**Problem description**
Go over the entries below line by line, copying each one that contains the word "hand".

===

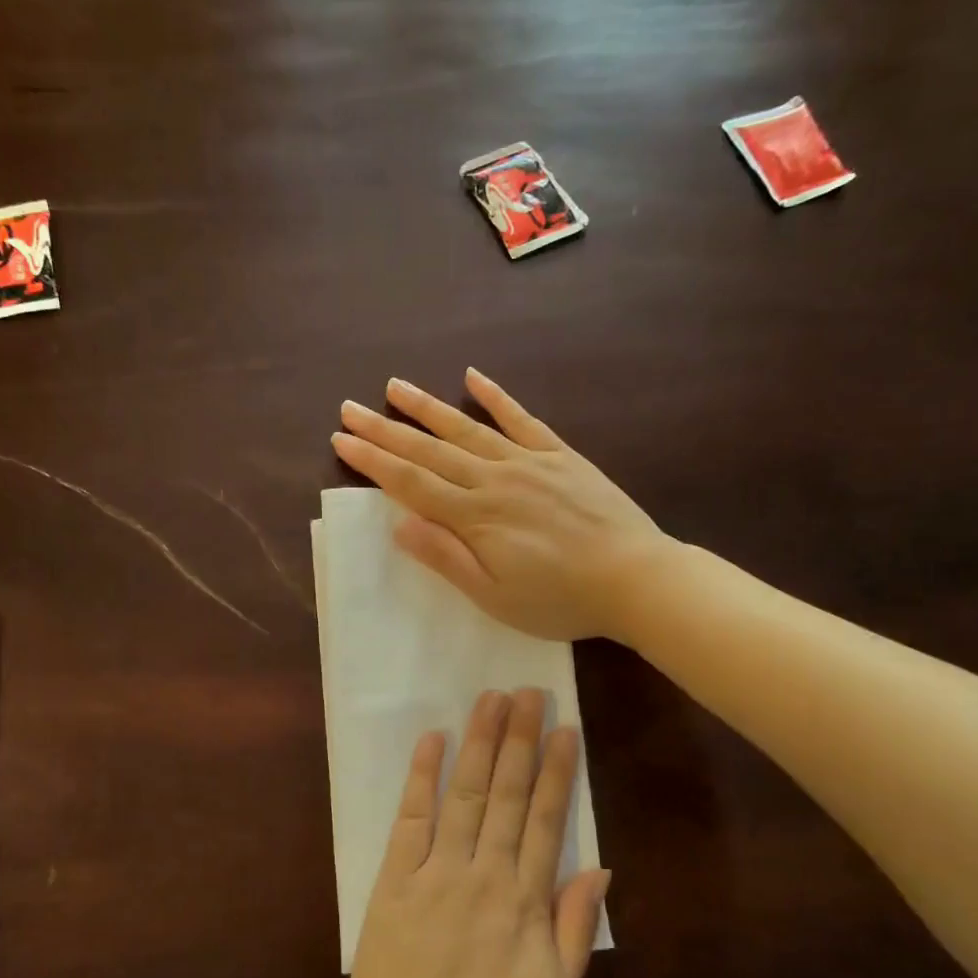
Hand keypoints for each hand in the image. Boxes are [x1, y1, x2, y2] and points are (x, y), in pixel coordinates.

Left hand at [329, 689, 610, 977]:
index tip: (565, 727)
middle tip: (529, 691)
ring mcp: (434, 871)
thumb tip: (601, 868)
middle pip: (507, 793)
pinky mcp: (393, 879)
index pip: (547, 820)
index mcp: (524, 902)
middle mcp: (482, 873)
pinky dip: (421, 776)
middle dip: (520, 739)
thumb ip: (576, 928)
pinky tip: (432, 739)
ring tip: (491, 700)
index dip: (557, 770)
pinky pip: (409, 818)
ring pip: (464, 794)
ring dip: (479, 743)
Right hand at [331, 369, 669, 640]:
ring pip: (467, 428)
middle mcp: (494, 479)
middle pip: (430, 449)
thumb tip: (399, 524)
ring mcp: (529, 462)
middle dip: (385, 429)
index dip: (373, 460)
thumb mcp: (495, 596)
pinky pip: (522, 419)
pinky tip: (473, 377)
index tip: (342, 439)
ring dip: (427, 407)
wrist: (635, 579)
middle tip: (349, 408)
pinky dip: (496, 397)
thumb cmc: (560, 600)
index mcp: (475, 516)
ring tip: (394, 387)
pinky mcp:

===

**Written response**
Hand keypoints for each hand in the image. Boxes are [x1, y1, x2, y2] and points are (x, y), in pixel coordinates.
Left hand at [329, 689, 610, 977]:
Right hand at [331, 369, 669, 640]:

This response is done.